X-Git-Tag: dnsdist-1.0.0-alpha1~153
X-Git-Url: http://git.ipfire.org/cgi-bin/gitweb.cgi?a=commitdiff_plain;h=ad42489c810ed0af7619f448275847e85c9ed642;p=thirdparty%2Fpdns.git

add default/override policies to RPZ, move RPZ config to the Lua configuration file, fix up so that the overrides based on IP addresses in the zone actually work
---

diff --git a/pdns/pdns_recursor.cc b/pdns/pdns_recursor.cc
index 8f063f28bd..261dbc5109 100644
--- a/pdns/pdns_recursor.cc
+++ b/pdns/pdns_recursor.cc
@@ -105,8 +105,6 @@ __thread shared_ptr<Regex>* t_traceRegex;
 NetmaskGroup g_ednssubnets;
 SuffixMatchNode g_ednsdomains;
 
-DNSFilterEngine g_dfe;
-
 RecursorControlChannel s_rcc; // only active in thread 0
 
 // for communicating with our threads
@@ -611,6 +609,8 @@ void startDoResolve(void *p)
     vector<DNSRecord> ret;
     vector<uint8_t> packet;
 
+    auto luaconfsLocal = g_luaconfs.getLocal();
+
     DNSPacketWriter pw(packet, dc->d_mdp.d_qname, dc->d_mdp.d_qtype, dc->d_mdp.d_qclass);
 
     pw.getHeader()->aa=0;
@@ -672,7 +672,7 @@ void startDoResolve(void *p)
 
     // if there is a RecursorLua active, and it 'took' the query in preResolve, we don't launch beginResolve
 
-    dfepol = g_dfe.getQueryPolicy(dc->d_mdp.d_qname, dc->d_remote);
+    dfepol = luaconfsLocal->dfe.getQueryPolicy(dc->d_mdp.d_qname, dc->d_remote);
 
     switch(dfepol.d_kind) {
     case DNSFilterEngine::PolicyKind::NoAction:
@@ -721,7 +721,7 @@ void startDoResolve(void *p)

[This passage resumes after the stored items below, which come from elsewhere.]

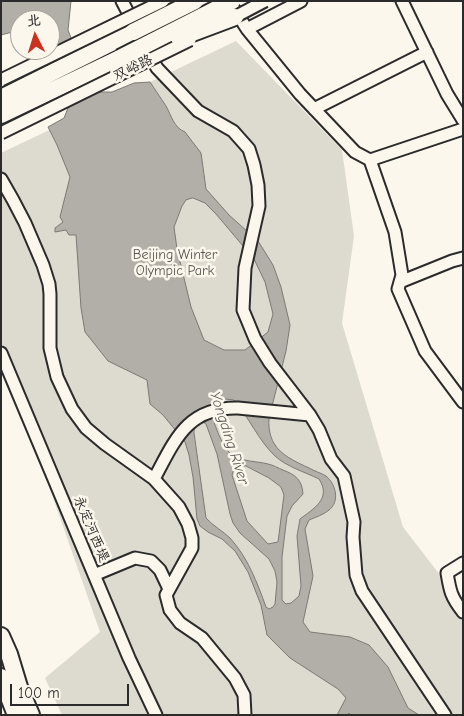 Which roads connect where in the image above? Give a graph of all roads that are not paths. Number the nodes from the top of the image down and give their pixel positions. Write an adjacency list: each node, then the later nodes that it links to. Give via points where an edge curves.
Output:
1 (162, 1): 12 (street, bridge)
2 (174, 1): 10 (highway, bridge)
3 (195, 1): 10 (highway, bridge)
4 (265, 1): 8 (street, 双峪路, bridge)
5 (301, 1): 9 (street)
6 (402, 1): 11 (street)
7 (123, 2): 25 (street, via 157,68 198,111 233,131 249,149 258,185 259,206 245,268 243,310 270,363)
8 (232, 6): 9 (street); 15 (highway, 双峪路, bridge, via 192,33 120,58); 18 (street, 双峪路, bridge)
9 (247, 29): 14 (street)
10 (132, 32): 13 (highway)
11 (427, 52): 14 (street); 16 (street)
12 (1, 80)
13 (1, 98)
14 (314, 109): 19 (street, via 355,152)
15 (1, 115)
16 (463, 120)
17 (463, 128): 19 (street)
18 (1, 133)
19 (370, 160): 22 (street, via 394,232 402,275)
20 (1, 179): 26 (street, via 25,223 49,284 50,348 57,377 72,409 86,428)
21 (463, 258): 22 (street)
22 (400, 282): 24 (street, via 398,289 425,351)
23 (1, 353): 28 (street, 永定河西堤)
24 (463, 402)
25 (310, 415): 26 (street, via 227,408 198,417 178,436); 39 (street, via 331,459 344,476 354,522 356,575 362,591)
26 (154, 479): 29 (street, via 179,507 192,538 192,548)
27 (463, 562): 30 (street, via 447,573 449,590)
28 (94, 575): 29 (street, via 135,558 151,561 160,570); 37 (street, 永定河西堤)
29 (169, 589): 38 (street, via 166,595 170,610 180,623 202,638 235,678 244,695)
30 (463, 612)
31 (1, 636): 33 (highway)
32 (1, 677): 34 (highway)
33 (18, 687): 35 (highway); 36 (highway)
34 (16, 715)
35 (26, 715)
36 (31, 715)
37 (156, 715)
38 (245, 715)
39 (444, 715)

         res = RCode::ServFail;
       }
 
-      dfepol = g_dfe.getPostPolicy(ret); 
+      dfepol = luaconfsLocal->dfe.getPostPolicy(ret); 
       switch(dfepol.d_kind) {
       case DNSFilterEngine::PolicyKind::NoAction:
 	break;
@@ -750,6 +750,7 @@ void startDoResolve(void *p)
 	break;
 
       case DNSFilterEngine::PolicyKind::Custom:
+	ret.clear();
 	res=RCode::NoError;
 	spoofed.d_name=dc->d_mdp.d_qname;
 	spoofed.d_type=dfepol.d_custom->getType();
@@ -821,7 +822,7 @@ void startDoResolve(void *p)
 
       if(ret.size()) {
         orderAndShuffle(ret);
-	if(auto sl = g_luaconfs.getCopy().sortlist.getOrderCmp(dc->d_remote)) {
+	if(auto sl = luaconfsLocal->sortlist.getOrderCmp(dc->d_remote)) {
 	  sort(ret.begin(), ret.end(), *sl);
 	  variableAnswer=true;
 	}
@@ -2164,6 +2165,8 @@ int serviceMain(int argc, char*argv[])

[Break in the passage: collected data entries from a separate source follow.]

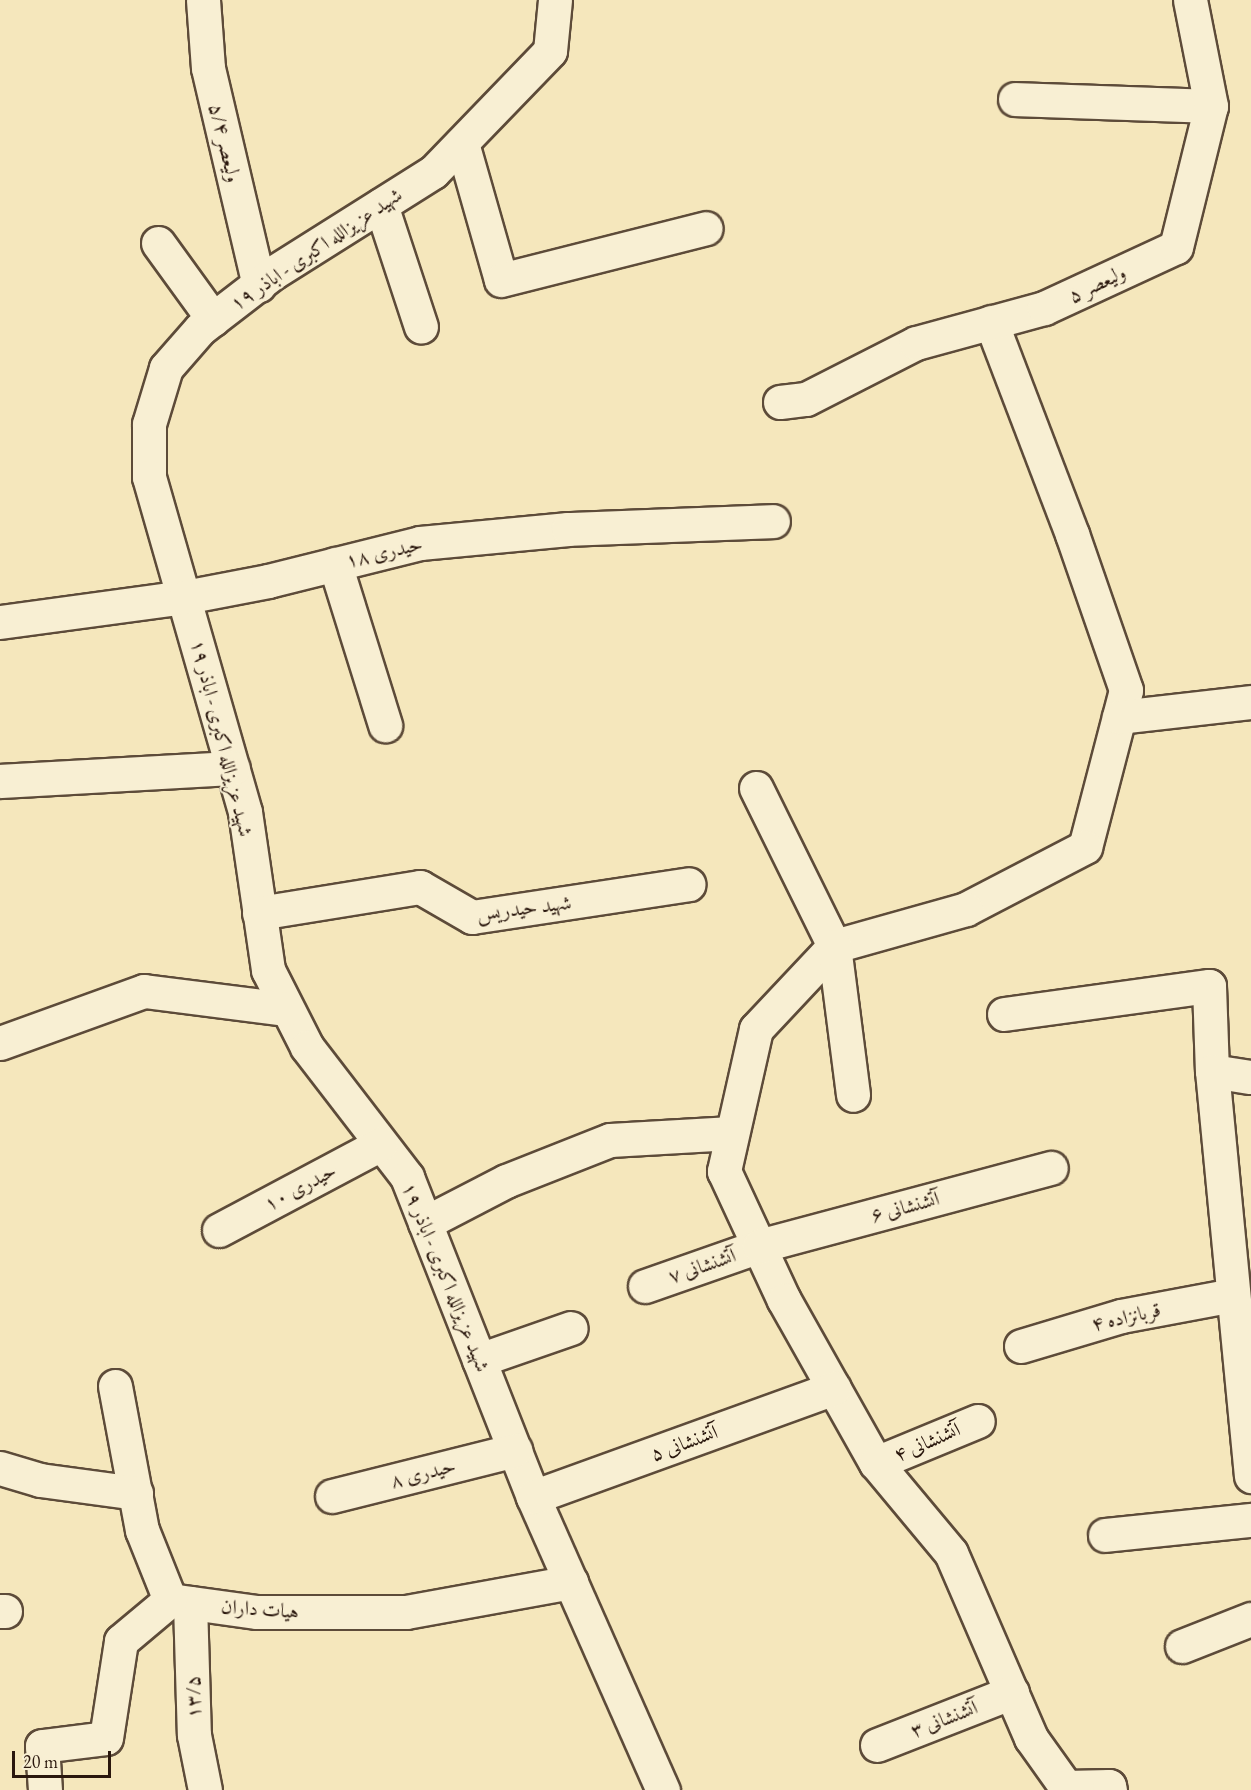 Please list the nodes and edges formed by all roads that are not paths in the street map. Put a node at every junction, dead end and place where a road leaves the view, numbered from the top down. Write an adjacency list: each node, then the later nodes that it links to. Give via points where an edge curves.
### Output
1 (202, 0): 10 (street, ولیعصر ۵/۴, via 208,68)
2 (555, 0): 6 (street, شهید عزیزالله اکبری - اباذر ۱۹, via 550,51)
3 (1190, 0): 5 (street, ولیعصر ۵)
4 (1015, 99): 5 (street)
5 (1210, 106): 12 (street, ولیعصر ۵, via 1176,247 1044,308)
6 (462, 143): 7 (street, شهید عزیزالله اکبری - اباذر ۱۹, via 434,172); 8 (street, via 501,280)
7 (381, 206): 10 (street, شهید عزیزالله اکبری - اباذر ۱۹); 13 (street)
8 (706, 228)
9 (158, 243): 11 (street)
10 (259, 285): 11 (street, شهید عزیزالله اکبری - اباذر ۱۹)
11 (213, 319): 17 (street, شهید عزیزالله اکبری - اباذر ۱۹, via 166,368 149,424 149,477)
12 (991, 322): 14 (street, ولیعصر ۵, via 916,343 806,399); 20 (street, via 1072,534 1126,690)
13 (421, 327)
14 (780, 402)
15 (773, 521): 16 (street, حیدری ۱۸, via 568,529 420,543)
16 (334, 564): 17 (street, حیدری ۱۸); 21 (street)
17 (185, 597): 18 (street, حیدری ۱۸); 22 (street, شهید عزیزالله اکبری - اباذر ۱۹)
18 (0, 622)
19 (1251, 702): 20 (street)
20 (1119, 717): 27 (street, via 1086,847 966,909)
21 (385, 725)
22 (233, 768): 23 (street); 26 (street, شهید عزیزالله اکبری - اباذر ۱۹, via 245,812)
23 (0, 781)
24 (756, 788): 27 (street)
25 (689, 884): 26 (street, شهید حیدریس, via 472,917 420,886)
26 (259, 913): 28 (street, شهید عزیزالله اکبری - اباذر ۱۹, via 268,970)
27 (834, 946): 33 (street); 34 (street, via 756,1029)
28 (287, 1009): 30 (street, via 144,991); 35 (street, شهید عزیزالله اکبری - اباذر ۱۹, via 307,1047)
29 (1004, 1014): 31 (street, via 1209,986)
30 (0, 1043)
31 (1212, 1071): 32 (street); 41 (street)
32 (1251, 1077)
33 (853, 1095)
34 (732, 1133): 37 (street, via 610,1140 506,1181); 39 (street, via 724,1172)
35 (381, 1144): 37 (street, شهید عزیزالله اکبری - اباذر ۱۹, via 406,1177); 38 (street, حیدری ۱۰)
36 (1051, 1168): 39 (street, آتشنشانی ۶)
37 (425, 1223): 44 (street, شهید عزیزالله اکبری - اباذر ۱۹)
38 (219, 1230)
39 (759, 1246): 40 (street, آتشنشانی ۷); 46 (street)
40 (645, 1286)
41 (1233, 1295): 43 (street, قربانزاده ۴, via 1120,1316); 51 (street)
42 (570, 1328): 44 (street)
43 (1021, 1346)
44 (479, 1360): 48 (street, شهید عزیزالله اکبری - اباذر ۱۹)
45 (116, 1386): 52 (street)
46 (834, 1388): 49 (street); 54 (street, آتشنشانی ۵)
47 (978, 1421): 49 (street, آتشنشانی ۴)
48 (515, 1450): 53 (street, حیدری ۸); 54 (street, شهید عزیزالله اکبری - اباذر ۱۹)
49 (876, 1464): 61 (street, via 951,1553)
50 (0, 1468): 52 (street, via 40,1480)
51 (1251, 1476)
52 (136, 1493): 58 (street, via 142,1530)
53 (332, 1496)
54 (533, 1497): 57 (street, شهید عزیزالله اکبری - اباذر ۱۹)
55 (1251, 1520): 56 (street)
56 (1105, 1535)
57 (571, 1582): 58 (street, هیات داران, via 406,1612 257,1612); 63 (street, شهید عزیزالله اکبری - اباذر ۱۹)
58 (180, 1601): 65 (street, via 121,1641 106,1738 42,1746); 66 (street, ۱۳/۵, via 194,1734)
59 (1251, 1619): 60 (street)
60 (1182, 1646)
61 (1012, 1692): 62 (street, آتشنشانی ۳); 64 (street, via 1031,1738)
62 (877, 1745)
63 (652, 1788)
64 (1062, 1788): 67 (street, via 1109,1786)
65 (45, 1790)
66 (206, 1790)
67 (1110, 1790)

   seedRandom(::arg()["entropy-source"]);
   g_disthashseed=dns_random(0xffffffff);
 
+  loadRecursorLuaConfig(::arg()["lua-config-file"]);
+
   parseACLs();
   sortPublicSuffixList();
 
@@ -2275,8 +2278,6 @@ int serviceMain(int argc, char*argv[])
   if(!s_pidfname.empty())
     unlink(s_pidfname.c_str()); // remove possible old pid file
 
-  loadRPZFiles();
-
   if(::arg().mustDo("daemon")) {
     L<<Logger::Warning<<"Calling daemonize, going to background"<<endl;
     L.toConsole(Logger::Critical);
@@ -2559,8 +2560,6 @@ int main(int argc, char **argv)

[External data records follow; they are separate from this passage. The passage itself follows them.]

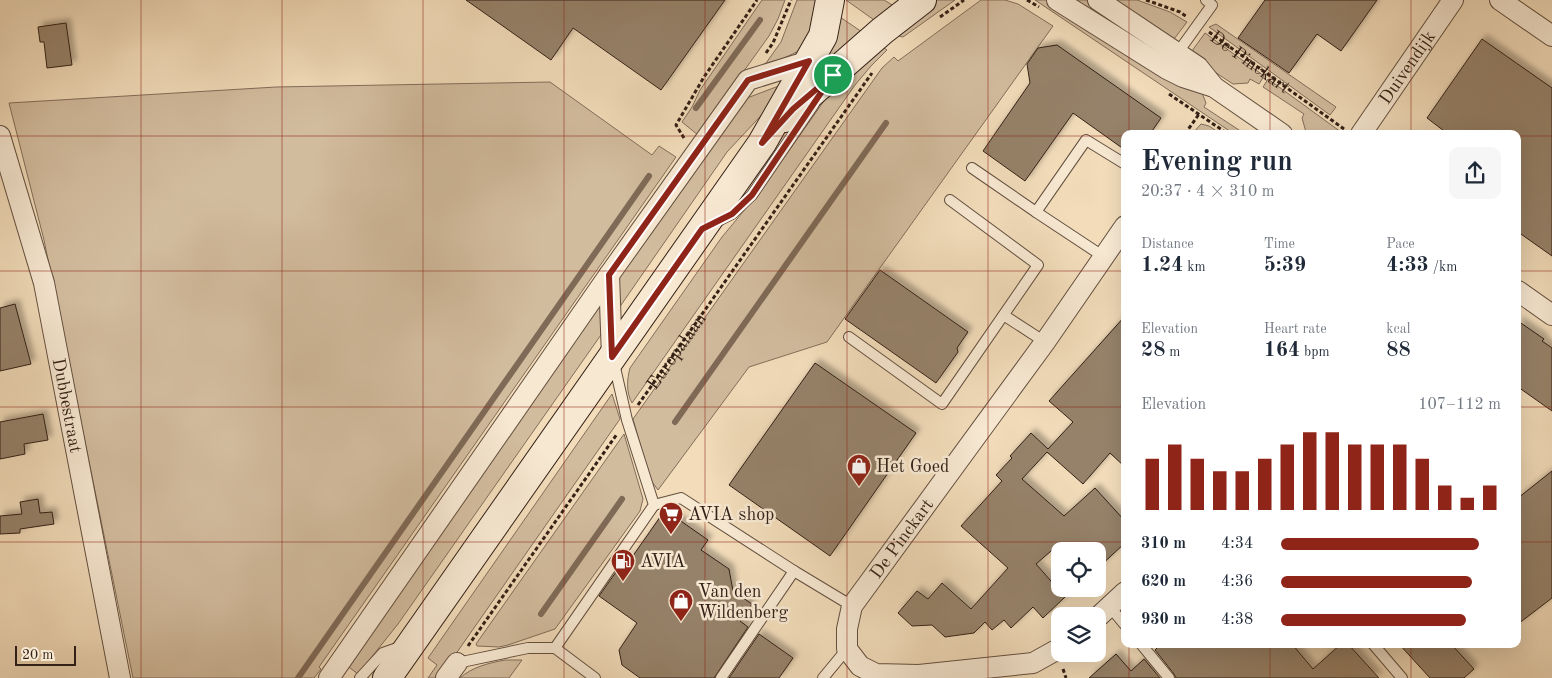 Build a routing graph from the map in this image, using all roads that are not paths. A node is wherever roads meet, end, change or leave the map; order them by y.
1 (830, 0) edge
2 (922, 0) edge
3 (1057, 0) edge
4 (1098, 0) edge
5 (1206, 0) edge
6 (1453, 0) edge
7 (1500, 0) edge
8 (1552, 36) edge
9 (809, 61) junction
10 (1172, 61) junction
11 (833, 75) junction
12 (1276, 130) edge
13 (1364, 130) edge
14 (0, 136) edge
15 (762, 143) junction
16 (1121, 162) edge
17 (972, 168) dead end
18 (950, 200) dead end
19 (1036, 212) junction
20 (702, 229) junction
21 (1121, 232) edge
22 (1104, 257) junction
23 (609, 275) junction
24 (1521, 293) edge
25 (1552, 315) edge
26 (1005, 316) junction
27 (849, 336) dead end
28 (1045, 342) junction
29 (612, 357) junction
30 (654, 505) junction
31 (794, 571) junction
32 (1121, 596) edge
33 (852, 606) junction
34 (1106, 610) edge
35 (1106, 613) edge
36 (1121, 623) edge
37 (413, 642) junction
38 (555, 648) junction
39 (1144, 648) edge
40 (1376, 648) edge
41 (848, 649) junction
42 (1051, 653) edge
43 (451, 670) edge
44 (876, 676) edge
45 (120, 678) edge
46 (329, 678) edge
47 (360, 678) edge
48 (387, 678) edge
49 (595, 678) edge
50 (721, 678) edge
51 (823, 678) edge
52 (1169, 678) edge
53 (1402, 678) edge

1 - 9 main road
2 - 11 main road
3 - 10 street
4 - 10 street
5 - 10 lane
6 - 13 street, Duivendijk
7 - 8 street
9 - 15 main road
9 - 23 street
10 - 12 street
11 - 15 main road
11 - 20 lane
14 - 45 street, Dubbestraat
15 - 20 main road
16 - 19 lane
17 - 19 lane
18 - 26 lane
19 - 22 lane
20 - 29 main road
21 - 22 street, De Pinckart
22 - 28 street, De Pinckart
23 - 29 street
23 - 46 street
24 - 25 street
26 - 27 lane
26 - 28 lane
28 - 33 street, De Pinckart
29 - 30 lane
29 - 37 main road
30 - 31 lane
30 - 38 lane
31 - 33 lane
31 - 50 lane
32 - 34 street
33 - 41 street, De Pinckart
35 - 36 lane
37 - 47 lane
37 - 48 main road
38 - 43 lane
38 - 49 lane
39 - 52 lane
40 - 53 lane
41 - 44 street
41 - 51 lane
42 - 44 street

     ::arg().set("spoof-nearmiss-max", "If non-zero, assume spoofing after this many near misses")="20";
     ::arg().set("single-socket", "If set, only use a single socket for outgoing queries")="off";
     ::arg().set("auth-zones", "Zones for which we have authoritative data, comma separated domain=file pairs ")="";
-    ::arg().set("rpz-files", "RPZ files to load in order, domain or domain=policy pairs separated by commas")="";
-    ::arg().set("rpz-masters", "RPZ master servers, address:name pairs separated by commas")="";
     ::arg().set("lua-config-file", "More powerful configuration options")="";
 
     ::arg().set("forward-zones", "Zones for which we forward queries, comma separated domain=ip pairs")="";
@@ -2611,8 +2610,6 @@ int main(int argc, char **argv)
 
     ::arg().parse(argc,argv);
 
-    loadRecursorLuaConfig(::arg()["lua-config-file"]);
-
     ::arg().set("delegation-only")=toLower(::arg()["delegation-only"]);
 
     if(::arg().asNum("threads")==1)
diff --git a/pdns/rec-lua-conf.cc b/pdns/rec-lua-conf.cc
index af2d90c112..55c05f6372 100644
--- a/pdns/rec-lua-conf.cc
+++ b/pdns/rec-lua-conf.cc
@@ -4,10 +4,14 @@
 #endif
 
 #include <fstream>
+#include <thread>
 #include "namespaces.hh"
 #include "logger.hh"
 #include "rec-lua-conf.hh"
 #include "sortlist.hh"
+#include "filterpo.hh"
+#include "syncres.hh"
+#include "rpzloader.hh"
 
 GlobalStateHolder<LuaConfigItems> g_luaconfs;
 
@@ -28,6 +32,17 @@ LuaConfigItems::LuaConfigItems()
 {
 }
 
+/* DID YOU READ THE STORY ABOVE? */
+
+template <typename C>
+typename C::value_type::second_type constGet(const C& c, const std::string& name)
+{
+  auto iter = c.find(name);
+  if(iter == c.end())
+    return 0;
+  return iter->second;
+}
+
 #ifndef HAVE_LUA
 void loadRecursorLuaConfig(const std::string& fname)
 {
@@ -56,6 +71,81 @@ void loadRecursorLuaConfig(const std::string& fname)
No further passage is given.